Clark sighed and didn't say anything else. Conner didn't think he was totally off the hook, but he didn't care.

Packing Clark's things was done in less than an hour with them both using super-speed to go through it, leaving boxes everywhere. Taking them over to Lex's, however, had to be done at normal speed, with normal grunting as they went down the stairs.

"Didn't DT offer to get movers to do this?" Con was not all that thrilled with bonding over moving. Well, at least not this part of it. The packing was cool, as he got to learn more about Dad with it. Dad had just as many memory items as Lex and the others had created for Conner’s past, only Dad’s were all real. It was a little weird, thinking of his dad as a real teenager, growing through all the years that Conner had skipped. He had a life before Conner, and it had been a real one.

Clark rolled his eyes and shoved a few more boxes in the back. "I borrowed a van. That's good enough. Suck it up, Con. It won't kill you to do some manual labor now and again." He looked at the items stuffed inside. "Okay, let's take this batch over and then come back for more." He hadn't borrowed a very big van.

"Careful, Dad, you're starting to sound like me," Conner laughed. Or maybe a bit of Dad Two in there.

"There're worse fates," Clark laughed with him.

They were half-way through packing the van for the second trip when they both heard the explosion.

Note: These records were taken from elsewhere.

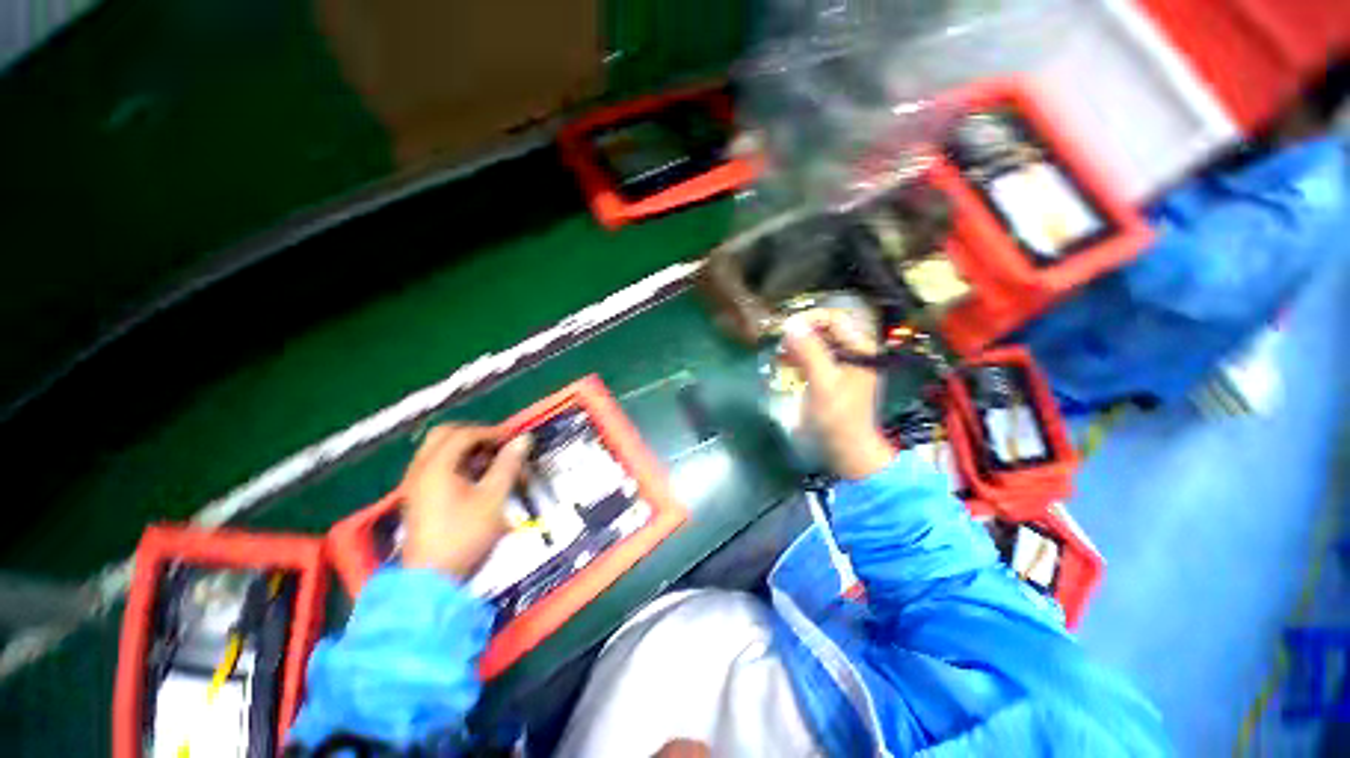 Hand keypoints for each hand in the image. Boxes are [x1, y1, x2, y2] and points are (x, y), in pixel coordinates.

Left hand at [399, 425, 531, 578]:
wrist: (430, 581)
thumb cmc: (464, 536)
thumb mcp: (494, 498)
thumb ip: (508, 465)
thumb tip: (524, 440)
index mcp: (436, 467)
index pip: (464, 434)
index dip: (492, 432)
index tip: (514, 440)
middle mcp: (420, 469)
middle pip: (444, 435)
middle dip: (474, 434)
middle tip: (498, 444)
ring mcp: (414, 484)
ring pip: (437, 450)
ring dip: (464, 448)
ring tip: (490, 461)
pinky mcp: (416, 497)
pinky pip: (434, 465)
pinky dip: (455, 463)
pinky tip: (474, 478)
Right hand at [782, 310, 894, 479]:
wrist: (845, 451)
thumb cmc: (838, 418)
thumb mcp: (823, 383)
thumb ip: (809, 352)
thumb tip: (790, 323)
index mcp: (860, 350)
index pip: (835, 319)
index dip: (810, 319)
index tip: (786, 328)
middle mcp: (852, 353)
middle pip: (824, 330)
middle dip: (800, 332)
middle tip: (780, 341)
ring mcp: (840, 366)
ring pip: (815, 344)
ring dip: (796, 345)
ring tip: (779, 353)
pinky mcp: (829, 378)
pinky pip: (811, 358)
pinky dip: (797, 358)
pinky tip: (785, 363)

Clark turned a little. "St. Augustine's Hospital," he said grimly. "Both of us." He changed into his uniform and flew out the window, only bothering for the slightest of security measures. 

Conner was right behind him.

The explosion had taken place in the hospital's basement utility center. There weren't a lot of people in the immediate area, but the power had been cut and a fire started. The first floors had been weakened by the blast and were in danger of collapsing soon. The generators were down, leaving the hospital in the dark, with death quickly spreading.

They tried first to put out the fire, but it had spread too quickly and was now in too many places inside the building. The sprinkler system was on, but it wasn't enough to stop the flames. They split up, Kon going after the people in danger from the fire, and Superman consulting quickly with the administrators, then grabbing patients and their charts who were in the most critical stages and ferrying them to other hospitals.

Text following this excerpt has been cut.